*What the task requires*. Below are records. Copy every line with "paths" in it.

*Material shown*.
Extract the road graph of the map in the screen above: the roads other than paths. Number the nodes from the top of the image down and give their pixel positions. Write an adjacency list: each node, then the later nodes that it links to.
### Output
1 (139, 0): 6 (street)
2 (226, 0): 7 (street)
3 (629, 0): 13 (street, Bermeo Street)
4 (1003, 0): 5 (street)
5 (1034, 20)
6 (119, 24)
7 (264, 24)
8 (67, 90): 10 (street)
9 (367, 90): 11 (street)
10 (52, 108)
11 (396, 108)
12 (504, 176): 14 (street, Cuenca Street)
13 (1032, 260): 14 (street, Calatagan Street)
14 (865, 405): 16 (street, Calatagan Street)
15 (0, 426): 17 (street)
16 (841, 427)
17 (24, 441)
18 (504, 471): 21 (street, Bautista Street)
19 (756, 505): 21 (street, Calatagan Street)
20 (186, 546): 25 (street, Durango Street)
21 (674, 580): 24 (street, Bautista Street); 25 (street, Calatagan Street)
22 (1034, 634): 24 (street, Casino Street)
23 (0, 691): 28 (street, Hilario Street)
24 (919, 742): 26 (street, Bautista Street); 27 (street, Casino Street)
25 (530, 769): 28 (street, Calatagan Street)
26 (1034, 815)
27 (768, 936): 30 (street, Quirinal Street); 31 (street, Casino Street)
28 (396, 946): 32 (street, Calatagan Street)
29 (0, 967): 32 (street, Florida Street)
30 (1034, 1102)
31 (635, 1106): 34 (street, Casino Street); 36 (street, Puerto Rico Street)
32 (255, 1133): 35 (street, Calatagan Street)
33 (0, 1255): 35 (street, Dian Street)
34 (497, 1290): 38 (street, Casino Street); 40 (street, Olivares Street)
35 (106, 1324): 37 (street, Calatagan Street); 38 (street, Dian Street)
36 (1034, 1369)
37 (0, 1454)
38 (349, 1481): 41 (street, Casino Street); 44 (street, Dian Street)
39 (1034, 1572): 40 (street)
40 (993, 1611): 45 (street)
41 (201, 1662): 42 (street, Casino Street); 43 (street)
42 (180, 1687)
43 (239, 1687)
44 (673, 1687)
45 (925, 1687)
* * *
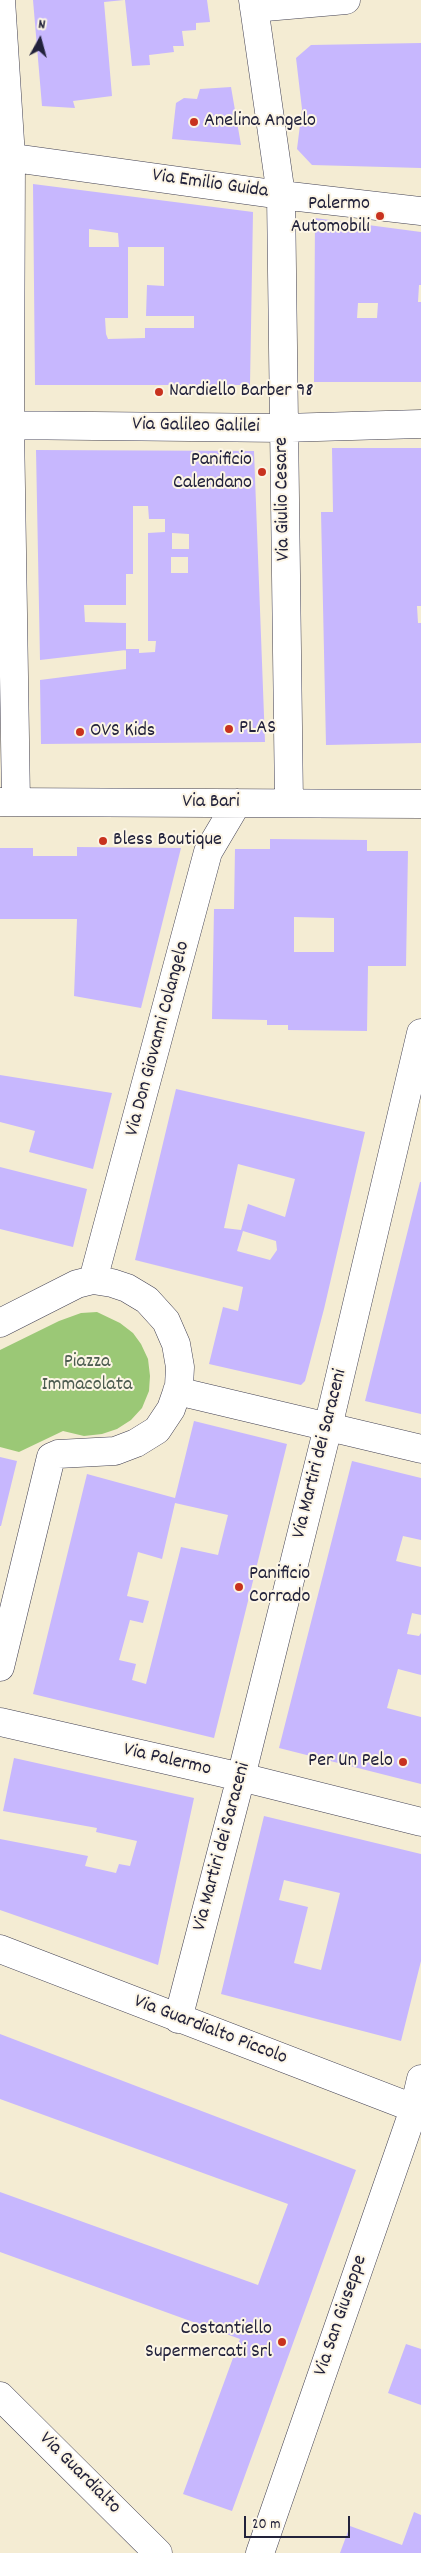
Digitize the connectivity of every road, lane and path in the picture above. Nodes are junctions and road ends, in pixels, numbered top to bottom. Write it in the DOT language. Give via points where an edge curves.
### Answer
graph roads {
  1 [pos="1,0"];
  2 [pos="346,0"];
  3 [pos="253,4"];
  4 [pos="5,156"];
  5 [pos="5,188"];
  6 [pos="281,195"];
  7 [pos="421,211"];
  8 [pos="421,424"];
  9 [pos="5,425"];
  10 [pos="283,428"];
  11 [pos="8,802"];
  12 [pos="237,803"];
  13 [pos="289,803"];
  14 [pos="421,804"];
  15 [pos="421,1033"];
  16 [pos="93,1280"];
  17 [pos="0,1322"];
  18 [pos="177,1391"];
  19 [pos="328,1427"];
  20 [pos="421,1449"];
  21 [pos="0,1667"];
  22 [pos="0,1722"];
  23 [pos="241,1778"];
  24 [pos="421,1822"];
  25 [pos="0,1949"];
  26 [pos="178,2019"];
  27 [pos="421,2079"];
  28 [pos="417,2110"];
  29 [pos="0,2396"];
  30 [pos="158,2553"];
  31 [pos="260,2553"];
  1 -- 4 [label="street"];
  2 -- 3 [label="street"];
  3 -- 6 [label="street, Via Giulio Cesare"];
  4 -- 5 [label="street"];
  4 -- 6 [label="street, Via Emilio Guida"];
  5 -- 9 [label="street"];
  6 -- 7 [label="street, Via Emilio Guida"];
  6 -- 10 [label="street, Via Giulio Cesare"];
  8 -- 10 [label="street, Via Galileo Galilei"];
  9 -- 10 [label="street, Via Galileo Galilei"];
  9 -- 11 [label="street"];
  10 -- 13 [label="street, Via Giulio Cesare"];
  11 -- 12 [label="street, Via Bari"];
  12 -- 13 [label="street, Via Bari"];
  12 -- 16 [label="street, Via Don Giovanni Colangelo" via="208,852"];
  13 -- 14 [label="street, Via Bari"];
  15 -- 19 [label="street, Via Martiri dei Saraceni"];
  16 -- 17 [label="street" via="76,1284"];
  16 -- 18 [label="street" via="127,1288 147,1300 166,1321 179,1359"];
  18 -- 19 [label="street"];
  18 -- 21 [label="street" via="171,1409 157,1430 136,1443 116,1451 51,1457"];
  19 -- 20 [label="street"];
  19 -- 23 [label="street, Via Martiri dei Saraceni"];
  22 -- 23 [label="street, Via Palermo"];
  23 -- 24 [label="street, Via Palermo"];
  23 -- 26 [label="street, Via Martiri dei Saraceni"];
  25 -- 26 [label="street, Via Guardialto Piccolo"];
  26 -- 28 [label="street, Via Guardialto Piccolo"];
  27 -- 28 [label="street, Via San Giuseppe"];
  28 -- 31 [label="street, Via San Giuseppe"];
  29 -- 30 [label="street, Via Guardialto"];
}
--
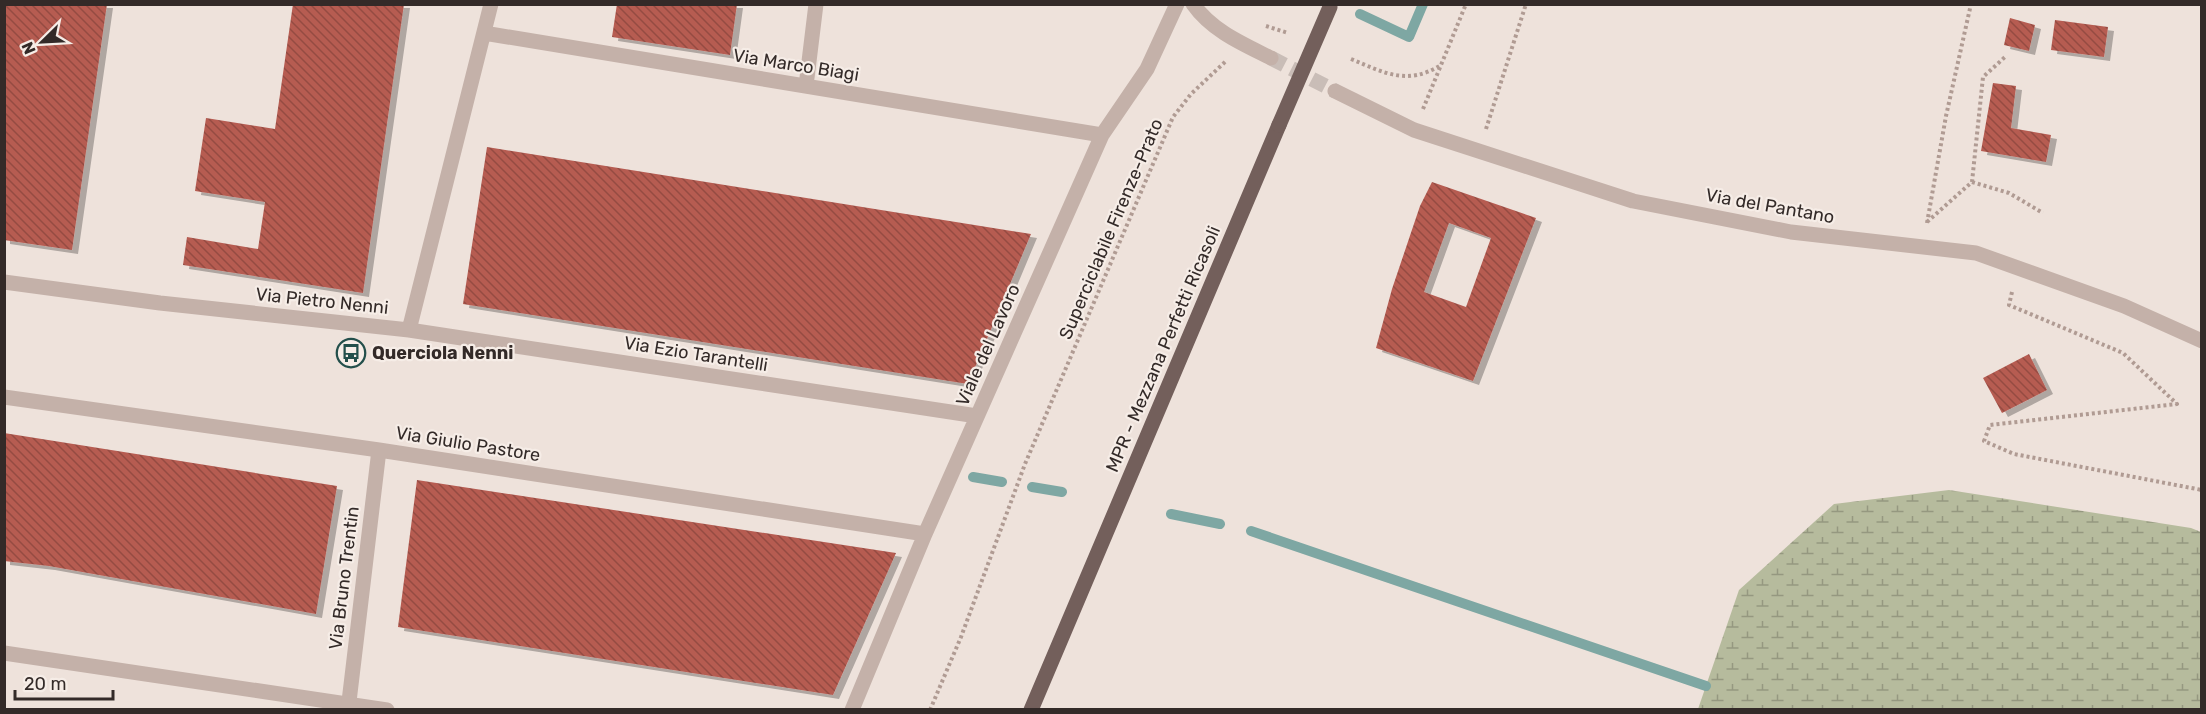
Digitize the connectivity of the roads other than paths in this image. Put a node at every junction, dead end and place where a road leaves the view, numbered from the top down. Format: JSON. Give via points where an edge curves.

*Task response*.
Extract the road graph of the map in the screen above: the roads other than paths. Number the nodes from the top of the image down and give their pixel positions. Write an adjacency list: each node, then the later nodes that it links to.
Digitize the connectivity of the roads other than paths in this image. Put a node at every junction, dead end and place where a road leaves the view, numbered from the top down. Format: JSON. Give via points where an edge curves.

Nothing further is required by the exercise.